**Work instructions:**
For the records that follow, please set down exactly the lines between the one holding "Detect all labels, markers" and the one holding "Please mark all", inclusive, and only those.
The data section start
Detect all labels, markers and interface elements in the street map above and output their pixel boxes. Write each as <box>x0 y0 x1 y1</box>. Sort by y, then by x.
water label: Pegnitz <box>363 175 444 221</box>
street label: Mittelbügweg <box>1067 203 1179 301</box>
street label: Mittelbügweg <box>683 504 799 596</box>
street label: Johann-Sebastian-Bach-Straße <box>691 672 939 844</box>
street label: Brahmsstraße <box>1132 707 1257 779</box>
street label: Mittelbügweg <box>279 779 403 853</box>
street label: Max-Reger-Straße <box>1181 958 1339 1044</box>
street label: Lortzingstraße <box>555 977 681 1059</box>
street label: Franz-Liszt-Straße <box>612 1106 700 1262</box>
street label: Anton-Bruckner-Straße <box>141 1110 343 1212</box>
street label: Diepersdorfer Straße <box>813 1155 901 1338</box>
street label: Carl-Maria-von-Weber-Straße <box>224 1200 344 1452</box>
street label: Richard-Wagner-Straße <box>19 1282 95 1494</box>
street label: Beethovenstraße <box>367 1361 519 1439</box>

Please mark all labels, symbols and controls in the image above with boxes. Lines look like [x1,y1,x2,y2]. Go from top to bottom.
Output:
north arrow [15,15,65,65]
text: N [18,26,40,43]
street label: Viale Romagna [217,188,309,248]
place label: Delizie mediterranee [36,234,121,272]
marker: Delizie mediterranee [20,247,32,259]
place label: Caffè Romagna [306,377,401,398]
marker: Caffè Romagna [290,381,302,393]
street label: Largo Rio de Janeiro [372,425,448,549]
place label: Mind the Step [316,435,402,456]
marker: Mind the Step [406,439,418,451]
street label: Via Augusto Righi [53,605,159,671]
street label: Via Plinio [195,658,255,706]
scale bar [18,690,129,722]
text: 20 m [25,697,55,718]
The data section end
The data section start
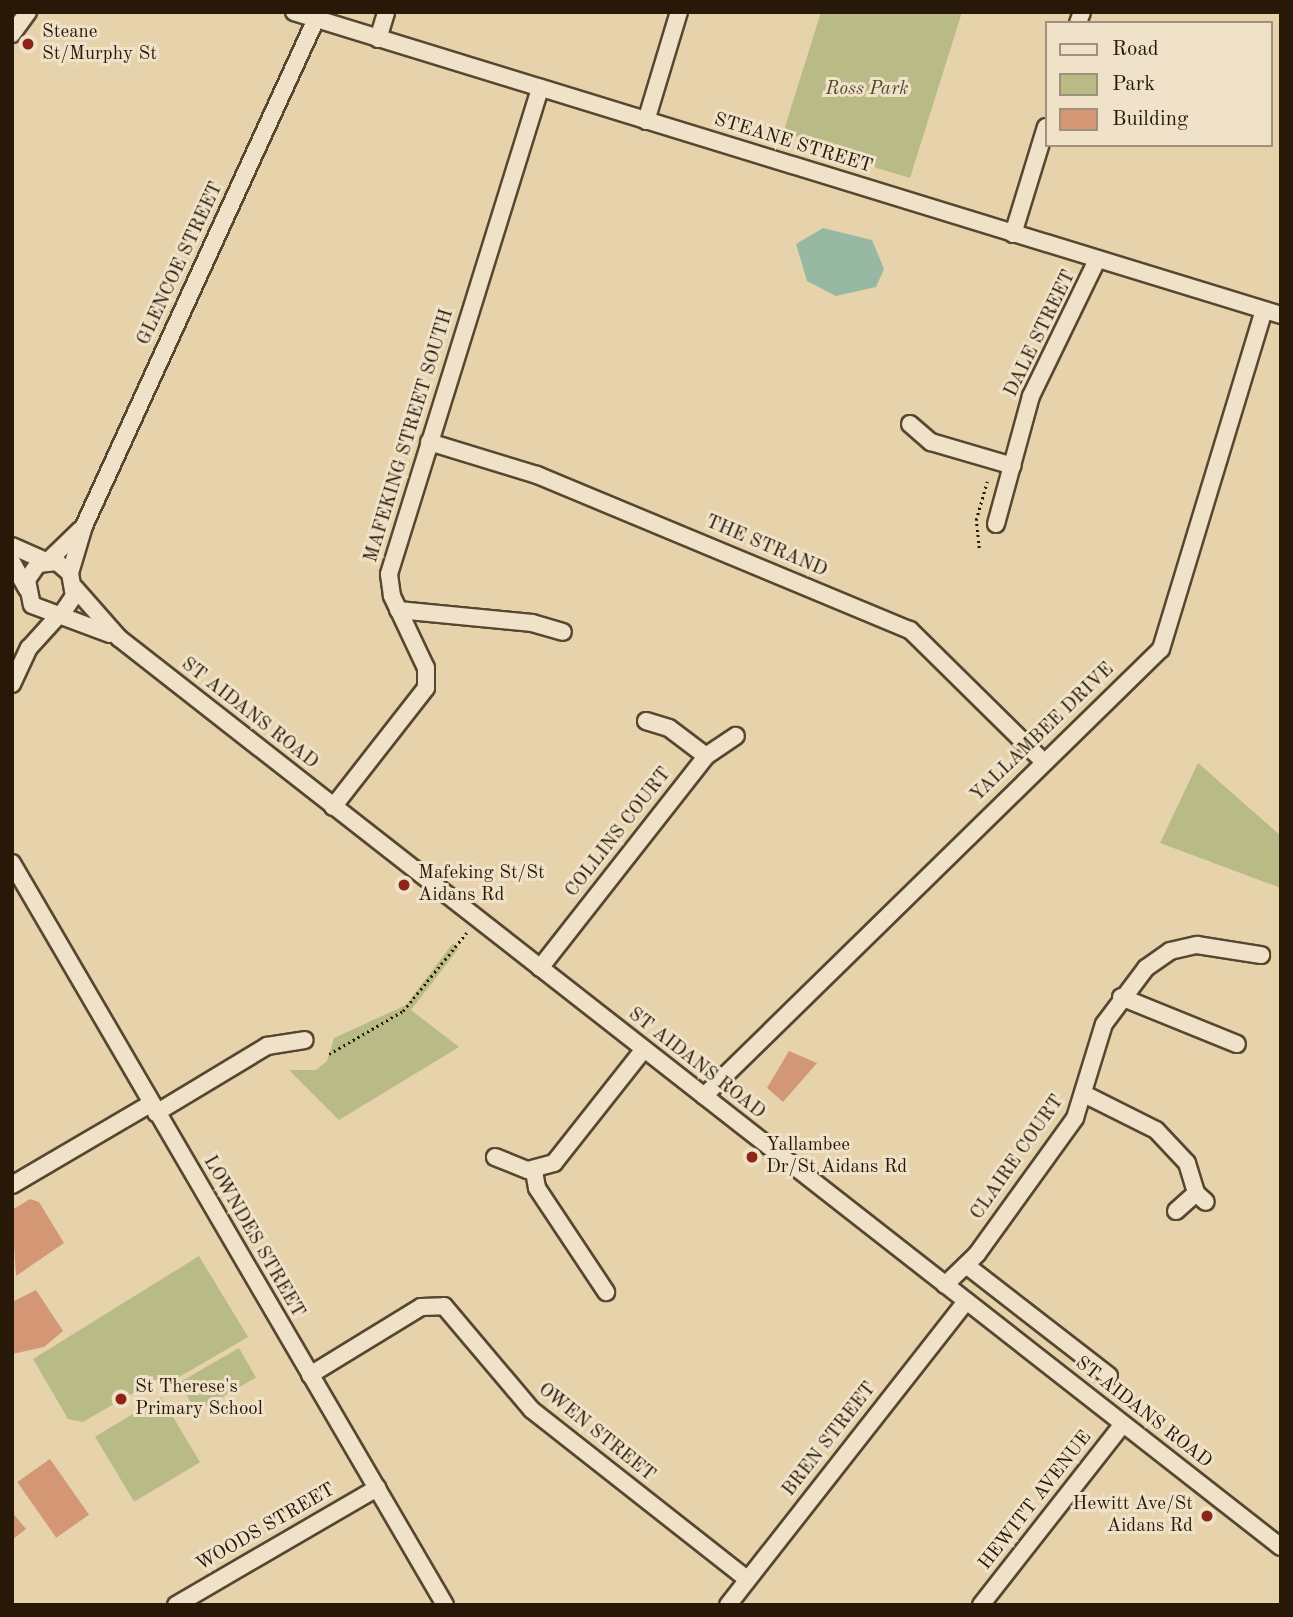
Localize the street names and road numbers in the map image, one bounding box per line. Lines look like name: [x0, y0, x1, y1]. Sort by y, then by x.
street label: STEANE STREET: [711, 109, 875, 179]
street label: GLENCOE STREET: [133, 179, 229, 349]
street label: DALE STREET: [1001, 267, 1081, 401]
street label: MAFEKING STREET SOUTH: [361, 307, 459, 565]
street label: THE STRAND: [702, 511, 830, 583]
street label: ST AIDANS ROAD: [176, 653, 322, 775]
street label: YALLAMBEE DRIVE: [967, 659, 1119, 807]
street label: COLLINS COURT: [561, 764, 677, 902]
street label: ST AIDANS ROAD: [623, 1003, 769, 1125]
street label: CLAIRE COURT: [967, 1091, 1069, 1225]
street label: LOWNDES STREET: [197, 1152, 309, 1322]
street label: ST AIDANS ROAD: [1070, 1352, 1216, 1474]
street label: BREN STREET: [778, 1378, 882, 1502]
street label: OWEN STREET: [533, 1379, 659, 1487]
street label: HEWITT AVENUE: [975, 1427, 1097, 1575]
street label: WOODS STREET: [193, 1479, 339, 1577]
The data section end
**Answer:**
Detect all labels, markers and interface elements in the street map above and output their pixel boxes. Write each as <box>x0 y0 x1 y1</box>. Sort by y, then by x.
water label: Pegnitz <box>363 175 444 221</box>
street label: Mittelbügweg <box>1067 203 1179 301</box>
street label: Mittelbügweg <box>683 504 799 596</box>
street label: Johann-Sebastian-Bach-Straße <box>691 672 939 844</box>
street label: Brahmsstraße <box>1132 707 1257 779</box>
street label: Mittelbügweg <box>279 779 403 853</box>
street label: Max-Reger-Straße <box>1181 958 1339 1044</box>
street label: Lortzingstraße <box>555 977 681 1059</box>
street label: Franz-Liszt-Straße <box>612 1106 700 1262</box>
street label: Anton-Bruckner-Straße <box>141 1110 343 1212</box>
street label: Diepersdorfer Straße <box>813 1155 901 1338</box>
street label: Carl-Maria-von-Weber-Straße <box>224 1200 344 1452</box>
street label: Richard-Wagner-Straße <box>19 1282 95 1494</box>
street label: Beethovenstraße <box>367 1361 519 1439</box>

Please mark all labels, symbols and controls in the image above with boxes. Lines look like [x1,y1,x2,y2]. Go from top to bottom.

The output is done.